Radiant energy – Photocells; circuits and apparatus – Photocell controlled circuit
Reexamination Certificate
1999-01-28
2001-02-13
Le, Que T. (Department: 2878)
Radiant energy
Photocells; circuits and apparatus
Photocell controlled circuit
C250S214100
Reexamination Certificate
active
06188059
ABSTRACT:
BACKGROUND OF THE INVENTION
1. Field of the Invention
The present invention relates to a photocurrent monitor circuit for detecting a photocurrent flowing through a photodiode for receiving an optical signal, and an optical receiver equipped with the photocurrent monitor circuit.
2. Related Background Art
Optical receivers have been employed in communications using optical fibers and the like. Such an optical receiver is equipped with an avalanche photodiode (APD) for receiving optical signals. Usually, a bias voltage of over 80 V is applied to the APD.
SUMMARY OF THE INVENTION
The photocurrent cannot be detected correctly, because its detecting circuit influences the photocurrent. It is thus an object of the present invention to provide a photocurrent monitor circuit which can correctly monitor the photocurrent flowing through a photodiode, and an optical receiver equipped therewith.
The photocurrent monitor circuit in accordance with the present invention comprises a photodiode for receiving an optical signal; a first current mirror circuit having two parallel lines with respective currents flowing therethrough in proportion to each other, one of the lines connecting with one end of the photodiode; a second current mirror circuit having one of parallel lines connected to the other line of the first current mirror circuit; and a photocurrent monitor terminal connected to the other of the parallel lines of the second current mirror circuit.
Since this photocurrent monitor circuit can detect a current which is in proportion to the photocurrent flowing through the photodiode at the photocurrent monitor terminal, it can monitor the correct photocurrent without its detecting circuit influencing the photocurrent of the photodiode itself.

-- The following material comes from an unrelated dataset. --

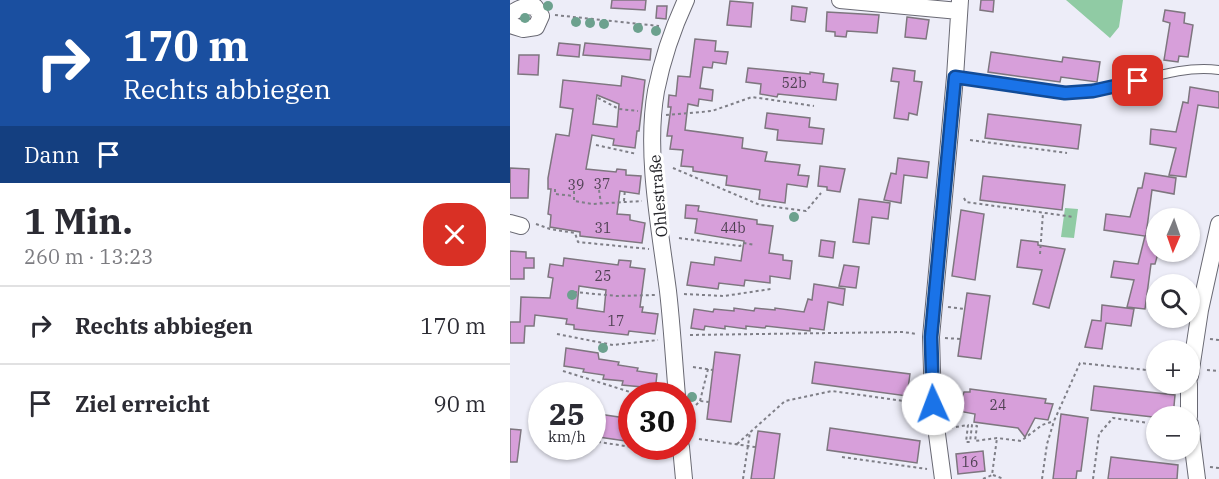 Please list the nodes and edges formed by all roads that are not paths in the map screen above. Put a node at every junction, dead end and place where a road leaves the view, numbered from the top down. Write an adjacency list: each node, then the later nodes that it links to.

Preferably, the first and second current mirror circuits are constituted by bipolar transistors having polarities opposite to each other. Namely, in this configuration, connecting bipolar transistors having opposite polarities in series can make their current flowing directions coincide with each other, thus simplifying the circuit configuration.
Preferably, the photodiode is an avalanche photodiode, whereas one of the bipolar transistors constituting the first current mirror circuit has a collector connected to the photodiode and an emitter connected to a multiplication factor control circuit for supplying a bias potential with a positive temperature coefficient to the emitter.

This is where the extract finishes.